Let $m$ be Lebesgue measure on $[0,1]$. A well-known fact is that $m$ is outer regular, i.e. for any measurable set $A$ and any $\epsilon > 0$, there exists an open set $U \supseteq A$ with $m(U \setminus A) < \epsilon$. Equivalently, $m(A) = \inf \{m(U) : A \subseteq U, U \text{ open}\}$. So the open sets can approximate any measurable set from above.
Is there a countable collection $\mathcal{C}$ of open sets with this same approximation property? That would mean that for any measurable $A$ and any $\epsilon > 0$, there would exist $U \in \mathcal{C}$ with $U \supseteq A$ and $m(U \setminus A) < \epsilon$. Or equivalently, that $m(A) = \inf\{m(U) : A \subseteq U, U \in \mathcal{C}\}$.

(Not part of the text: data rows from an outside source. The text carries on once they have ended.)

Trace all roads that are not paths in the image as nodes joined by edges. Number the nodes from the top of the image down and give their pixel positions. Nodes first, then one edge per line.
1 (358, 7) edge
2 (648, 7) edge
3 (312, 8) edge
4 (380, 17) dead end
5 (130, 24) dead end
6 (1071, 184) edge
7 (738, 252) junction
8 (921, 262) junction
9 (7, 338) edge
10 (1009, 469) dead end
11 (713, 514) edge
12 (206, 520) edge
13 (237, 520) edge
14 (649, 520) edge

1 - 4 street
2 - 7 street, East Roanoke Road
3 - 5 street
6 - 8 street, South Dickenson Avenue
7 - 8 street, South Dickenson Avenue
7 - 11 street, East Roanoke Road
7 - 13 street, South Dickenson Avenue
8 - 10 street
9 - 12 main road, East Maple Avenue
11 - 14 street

A natural candidate for $\mathcal{C}$ would be the collection of all finite unions of open intervals with rational endpoints. But I don't see how to make it work.

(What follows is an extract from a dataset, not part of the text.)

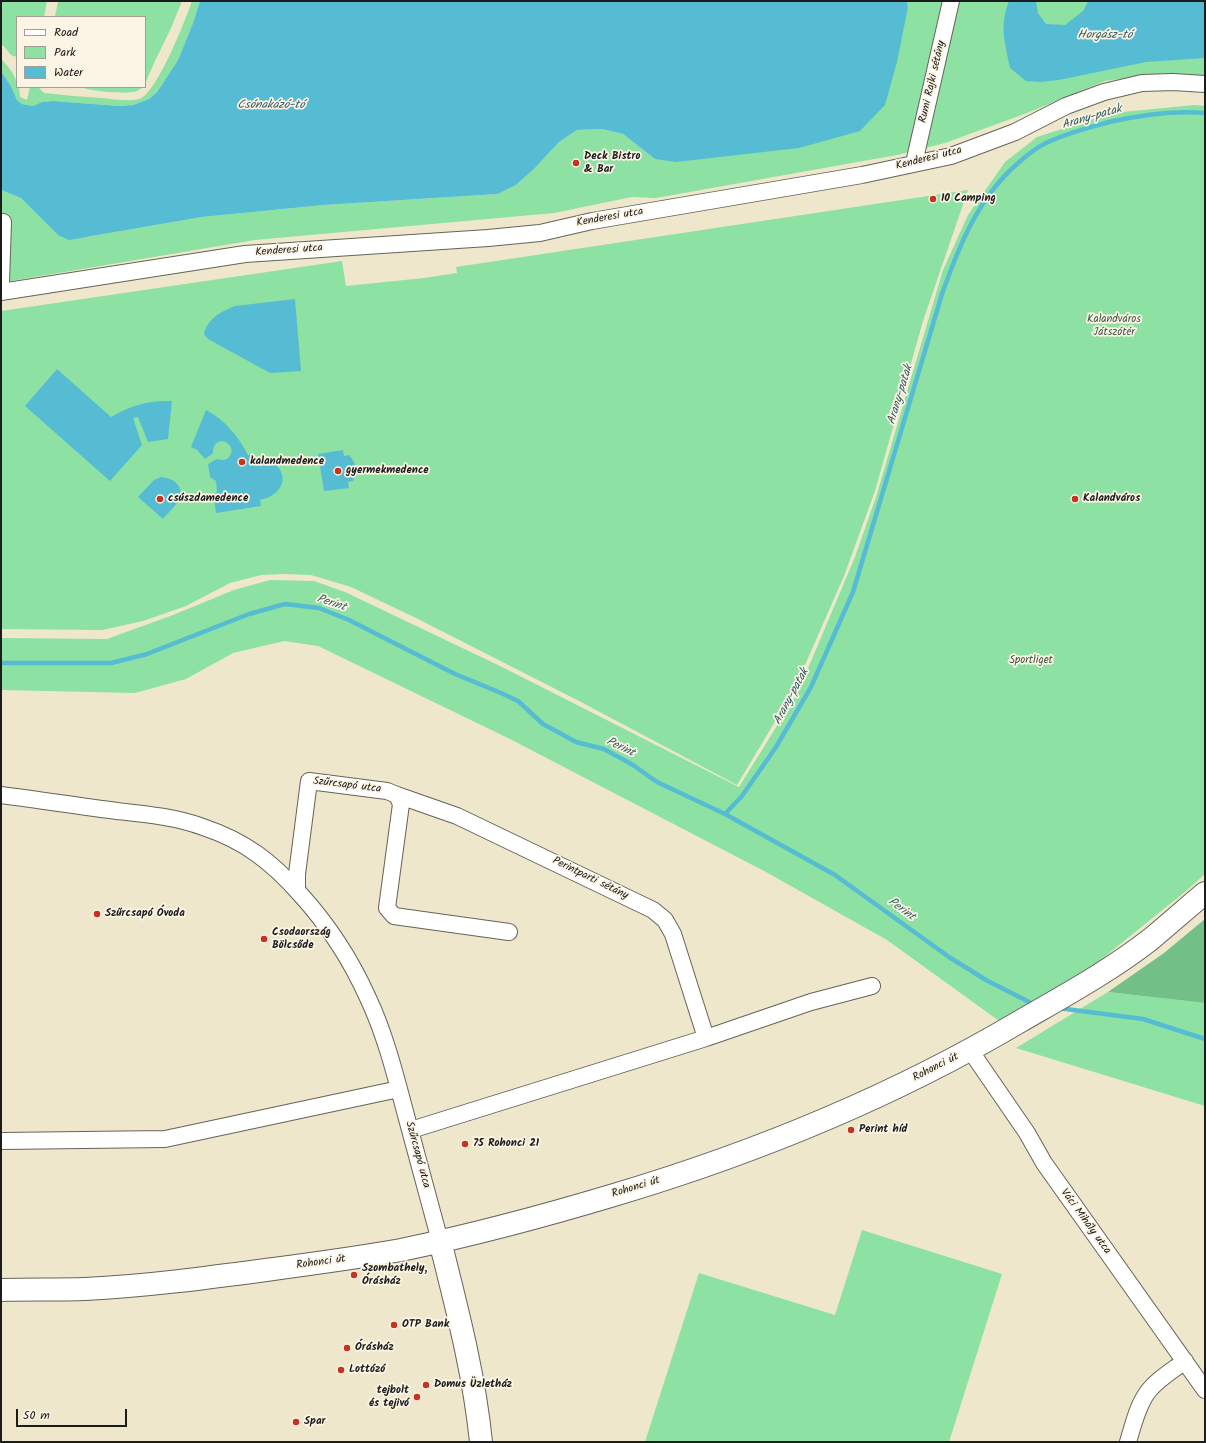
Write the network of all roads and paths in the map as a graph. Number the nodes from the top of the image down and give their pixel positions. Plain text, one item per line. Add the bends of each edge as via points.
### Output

I know that the measurable sets form a separable pseudometric space under the pseudometric $d(A,B) = m(A \bigtriangleup B)$. Outer regularity says that the open sets are dense in this pseudometric, so we can find a countable dense subset $\mathcal{C}$ of the open sets, meaning that for any measurable $A$ and any $\epsilon > 0$ there exists $U \in \mathcal{C}$ with $m(A \bigtriangleup U) < \epsilon$. Unfortunately this does not ensure that $A \subseteq U$.

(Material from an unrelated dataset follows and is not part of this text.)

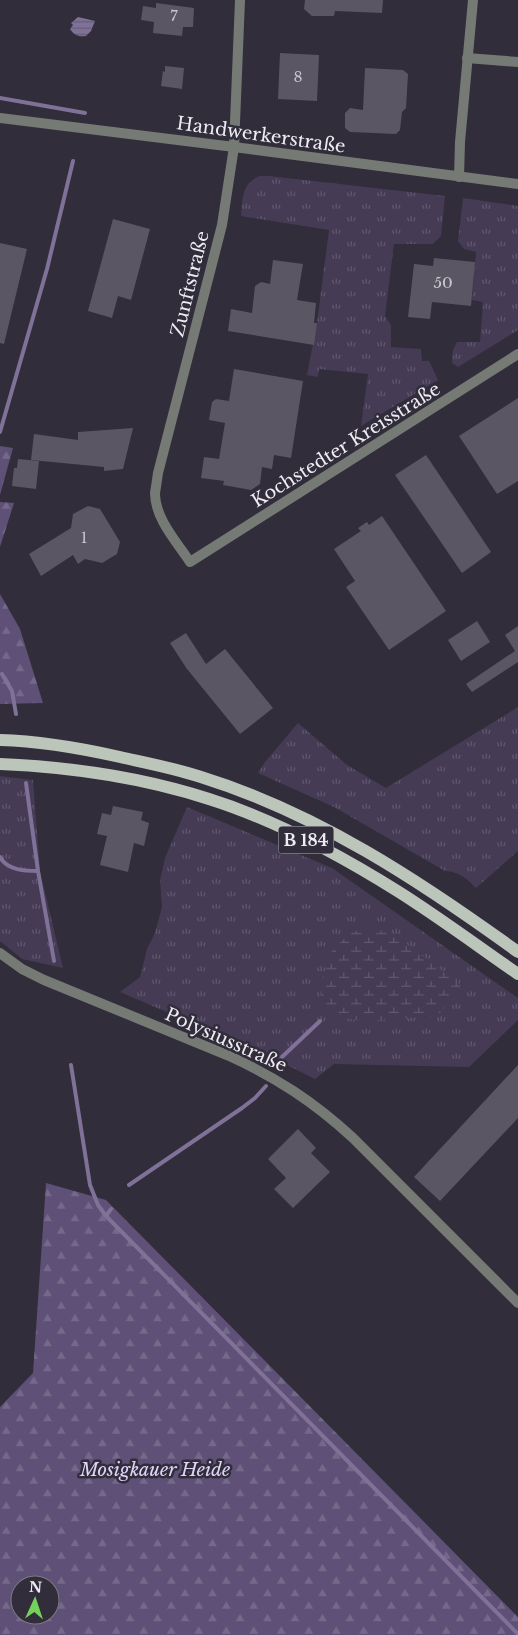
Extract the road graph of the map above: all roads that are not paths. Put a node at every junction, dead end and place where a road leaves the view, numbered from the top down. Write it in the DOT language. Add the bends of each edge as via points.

Let $\mathcal C=\{U_n:n\in\mathbb N\}$ be any countable collection of subsets of $[0,1].$ For each $n\in\mathbb N$ choose $a_n\in[0,1]\setminus U_n$ if $U_n\ne[0,1]$; otherwise let $a_n=0.$ The set $A=\{a_n:n\in\mathbb N\}$ has measure $0.$ If $A\subseteq U\in\mathcal C$ then $U=[0,1]$.